John 8:5-11 ESV
“Now in the Law Moses commanded us to stone such women. So what do you say?” This they said to test him that they might have some charge to bring against him. Jesus bent down and wrote with his finger on the ground. And as they continued to ask him, he stood up and said to them, “Let him who is without sin among you be the first to throw a stone at her.” And once more he bent down and wrote on the ground. But when they heard it, they went away one by one, beginning with the older ones, and Jesus was left alone with the woman standing before him. Jesus stood up and said to her, “Woman, where are they? Has no one condemned you?” She said, “No one, Lord.” And Jesus said, “Neither do I condemn you; go, and from now on sin no more.”
The Pharisees were looking for a “gotcha” moment concerning Jesus. Clearly they thought finding a woman committing a clear violation of the Law (a sin) would be the opening the Pharisees were looking for. Jesus didn’t have any problem seeing what was happening and what was driving this confrontation—a complete misunderstanding about the nature and fact of the judicial relationship between God and Man—and of the Grace and Mercy coming soon through the Cross.
This is a situation which I can struggle with—the idea that “now I am redeemed; look at all the poor sods who should know better. If only they would stop doing [fill in the offense or condemnation of the moment].” I can fight with myself about condemning others: Maybe they cuss. Drink. Have immoral relations with others. Porn. Pride. Maybe just stays away from meeting at a local church. Fellowshiping. Doesn’t study, pray, and so forth. Has a sharp tongue for spouses. Not kind, short, angry, mean. I keep that “Bar” firmly in sight and measure everyone against it. Oh, yeah—and I do it with scripture references wielded like a sword, chopping up and laying bare anybody that has the misfortune of coming into contact with me. So just like the Pharisees I can be tempted to pick up that stone and hurl it “righteously.” I know why I do it: I forget the Gospel. Sounds like a trite answer but it’s true. I forget that, just like the scripture above, I am always a sinner saved by Grace. I revert to being a Pharisee, thinking that I have a pass before God because I am “doing the right things” and that others “who are not as enlightened as I” need to straighten up and fly right. So my attitude, my thinking, are skewed—away from the Word of God and into some sort of judgmental, condemning, mode of looking at others. It is noteworthy that how I look at others is not the merciful way I look at myself. Jesus doesn’t look at me with condemnation—but do I to others? But why? Why does that happen to me? From a practical side it can be a number of things:; I don’t get into the Word or I just gloss over what I am reading (skimming); I don’t pray well (also skimming); I don’t confess my sin daily to others; I don’t want the Spirit to expose my soul; Stress and anxiety of the stuff that I have to deal with daily (which leads to sickness and lack of sleep which can lead to all sorts of not doing the Fruit of the Spirit stuff), temptation, and, and, and…. At the end of all this thinking I am being self-justified, self-righteous, and self-important. I forgot what I deserve and the price that was paid for me despite me.
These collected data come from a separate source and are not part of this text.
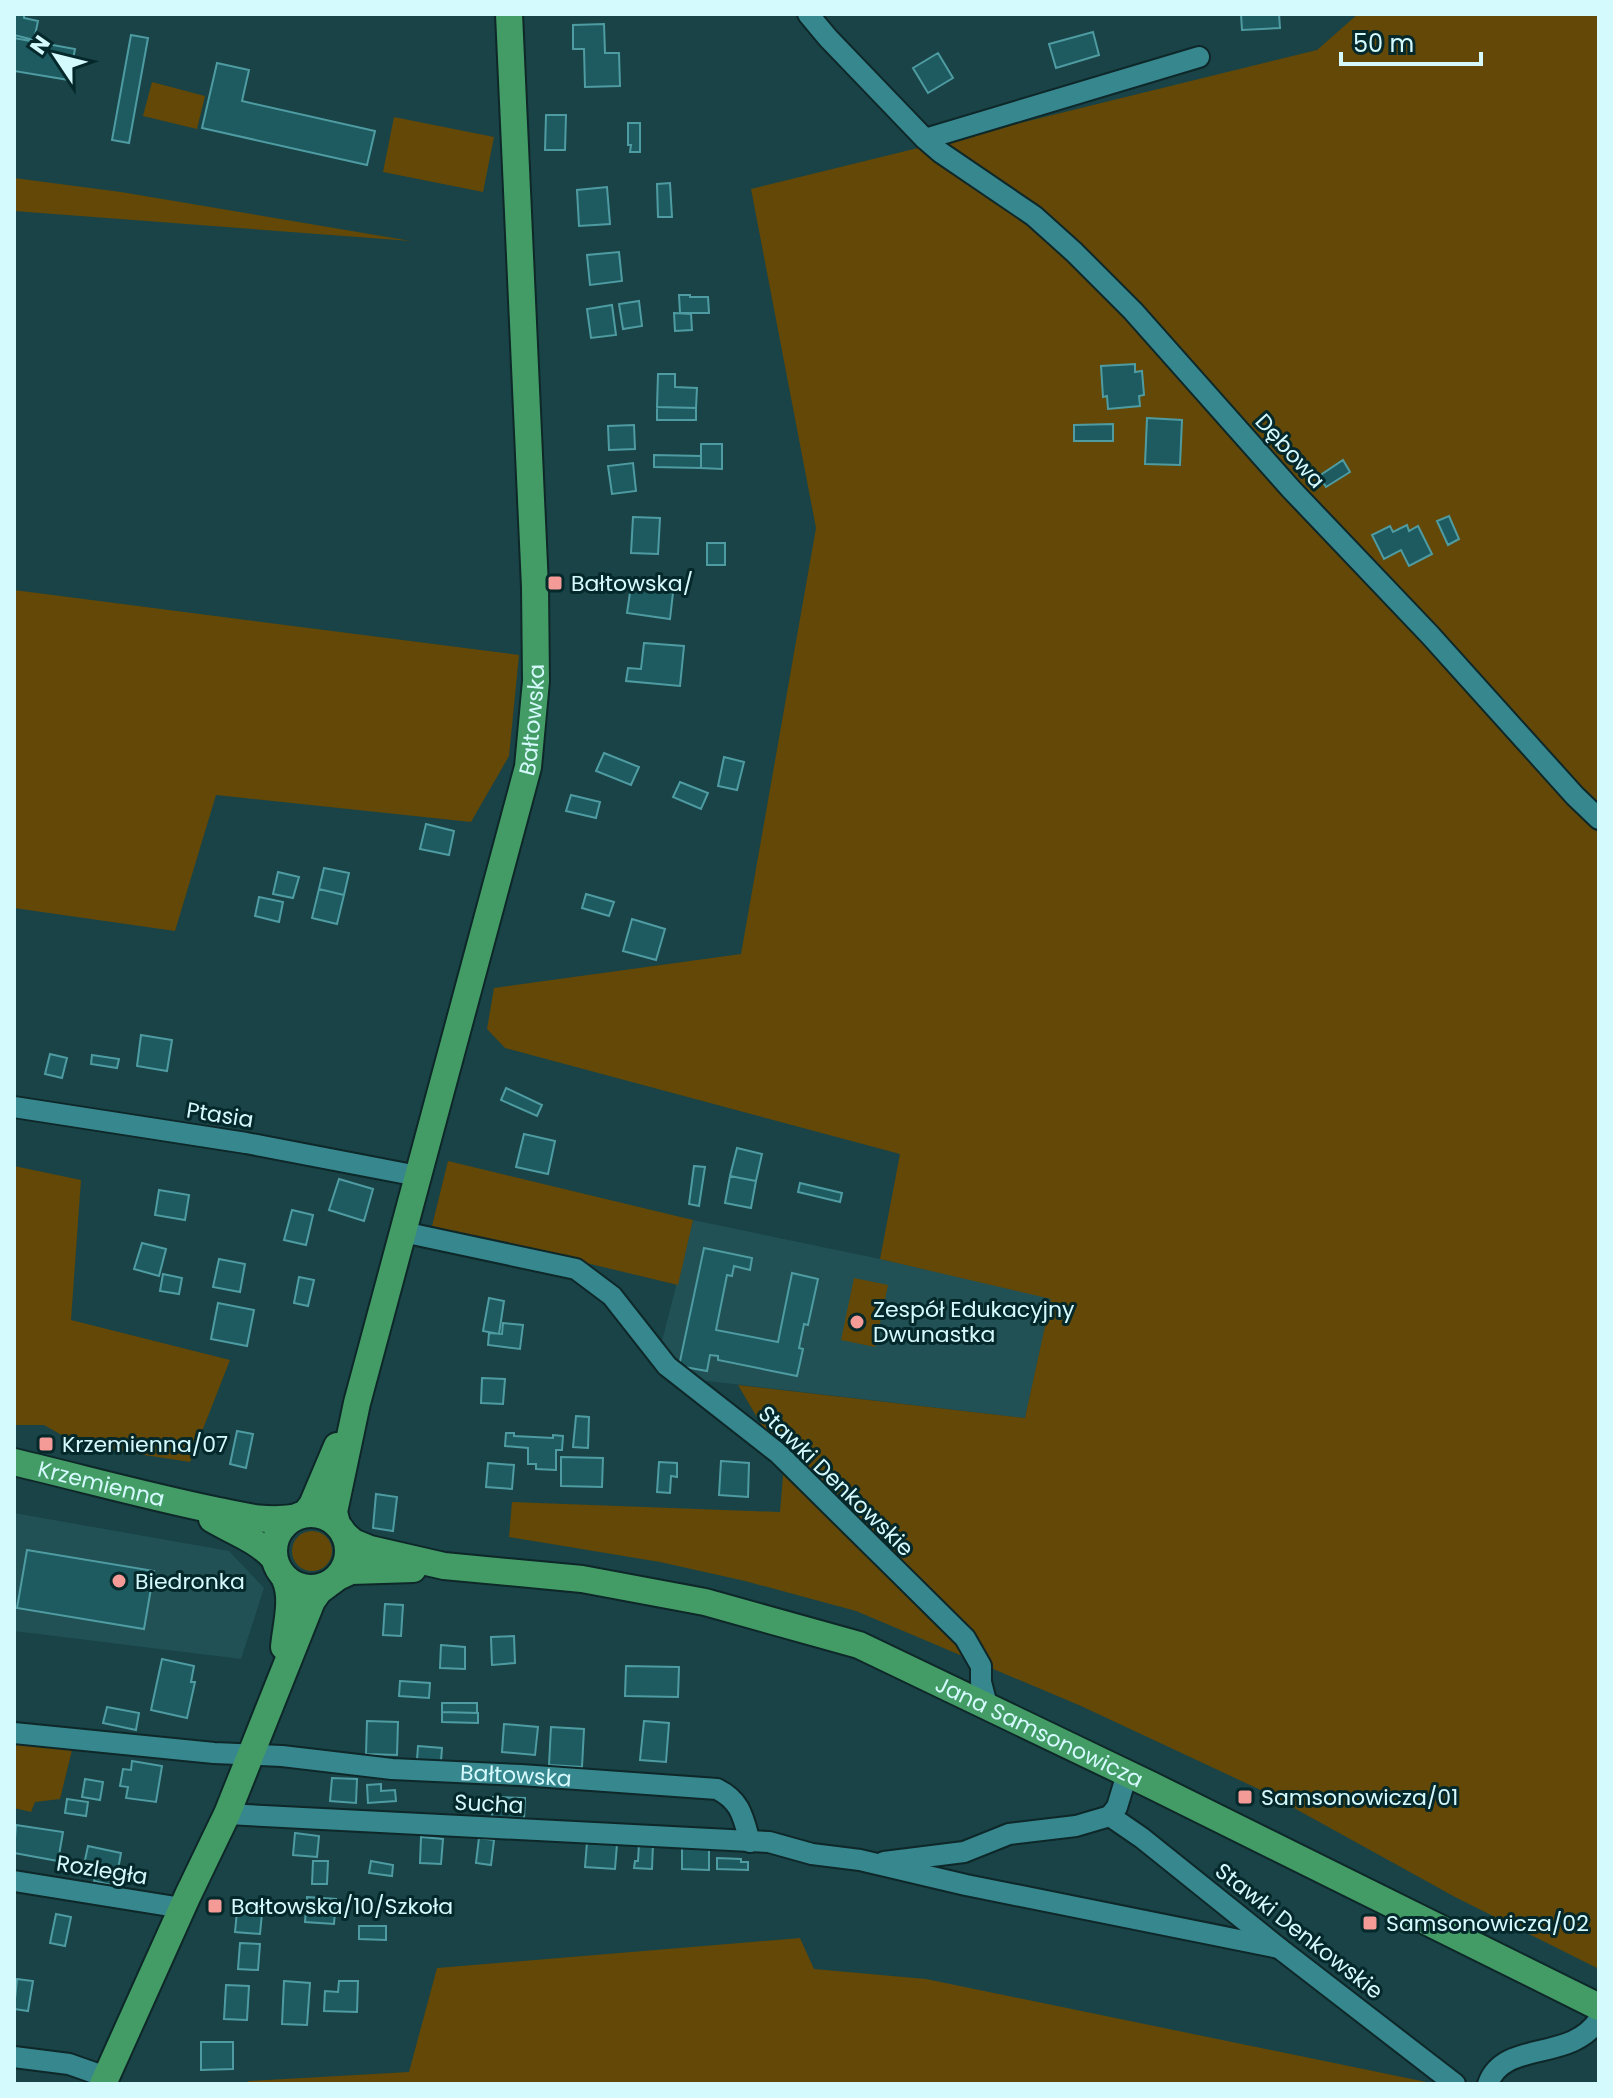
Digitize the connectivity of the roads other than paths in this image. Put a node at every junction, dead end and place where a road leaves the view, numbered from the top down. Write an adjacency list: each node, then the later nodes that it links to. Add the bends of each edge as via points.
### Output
1 (509, 14): 7 (main road, Bałtowska, via 536,681 528,767)
2 (808, 14): 4 (street, Dębowa)
3 (1199, 57): 4 (street)
4 (925, 139): 5 (street, Dębowa, via 1034,216 1094,271)
5 (1599, 819)
6 (14, 1107): 7 (street, Ptasia)
7 (418, 1176): 8 (main road, Bałtowska)
8 (403, 1232): 9 (main road, Bałtowska); 18 (street, Stawki Denkowskie, via 576,1269 612,1296 667,1366 778,1453 965,1638 981,1666)
9 (357, 1403): 12 (main road, Bałtowska, via 312,1505); 13 (main road, Bałtowska, via 334,1512)
10 (14, 1462): 11 (main road, Krzemienna)
11 (188, 1505): 12 (main road, Krzemienna, via 260,1520); 15 (main road, Krzemienna, via 252,1539)
12 (299, 1516): 13 (main road, via 328,1517); 15 (main road, via 277,1535)
13 (341, 1529): 14 (main road, Jana Samsonowicza, via 370,1549); 16 (main road, via 348,1556)
14 (444, 1566): 16 (main road, Jana Samsonowicza, via 351,1571); 18 (main road, Jana Samsonowicza, via 582,1579 705,1602 859,1645)
15 (279, 1568): 16 (main road, via 306,1589); 17 (main road, via 289,1600)
16 (333, 1581): 17 (main road, via 312,1601)
17 (279, 1686): 20 (main road)
18 (987, 1705): 21 (main road, Jana Samsonowicza)
19 (14, 1733): 20 (street, Bałtowska)
20 (249, 1756): 22 (main road); 24 (street, Bałtowska, via 717,1789 740,1808)
21 (1127, 1774): 23 (street); 29 (main road, Jana Samsonowicza)
22 (227, 1814): 24 (street, Sucha); 27 (main road)
23 (1110, 1816): 25 (street, via 1009,1834 964,1852); 28 (street, Stawki Denkowskie)
24 (750, 1842): 25 (street, Sucha)
25 (860, 1860): 28 (street)
26 (14, 1881): 27 (street, Rozległa)
27 (182, 1908): 32 (main road)
28 (1279, 1948): 33 (street, Stawki Denkowskie)
29 (1599, 2007)
30 (1599, 2019): 34 (street, via 1570,2044 1513,2058 1498,2067)
31 (14, 2057): 32 (street, via 69,2064)
32 (105, 2081)
33 (1455, 2084)
34 (1488, 2084)

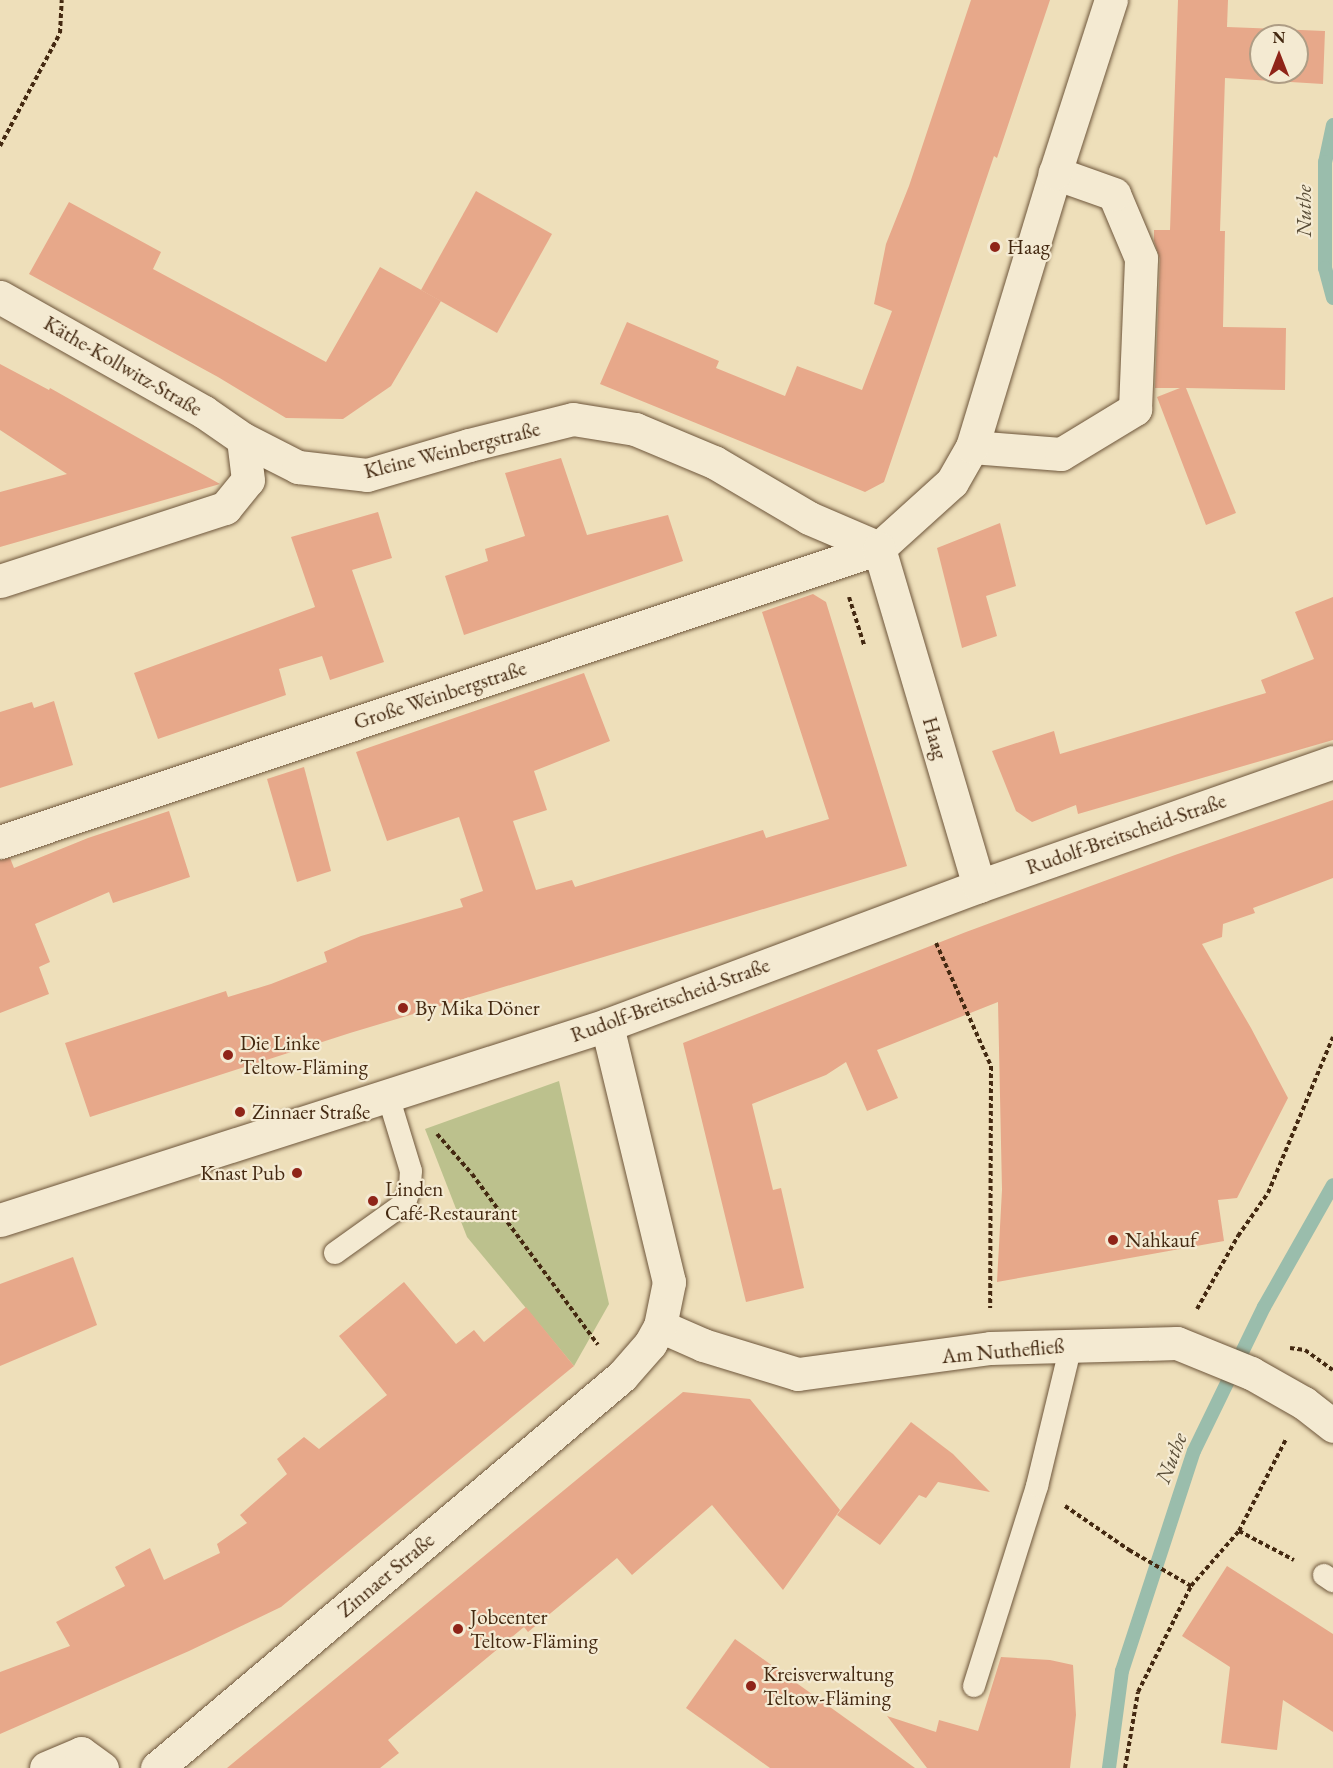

Lord God, Please forgive me lapsing into Pharisee. I do that way too often, even if I don’t say anything, I struggle with thinking it. I saw that commercial on TV the other day about “what I do in the dark…” and I was reminded about “what do I do when no one is watching?” Am I still submitting, surrendering, working hard to conform to and embrace Your Word? You are always watching, always there. It is part of “never leaving me, nor forsaking me.” I welcome Your “conforming me to the Image of Your Son”—Please make it always true that I welcome it. Thank you for reminding me that Your Grace is sufficient—that my salvation is dependent by Faith about Your Work on the Cross—not my performance. Just the same, I want to honor you by walking Worthy of the Gospel.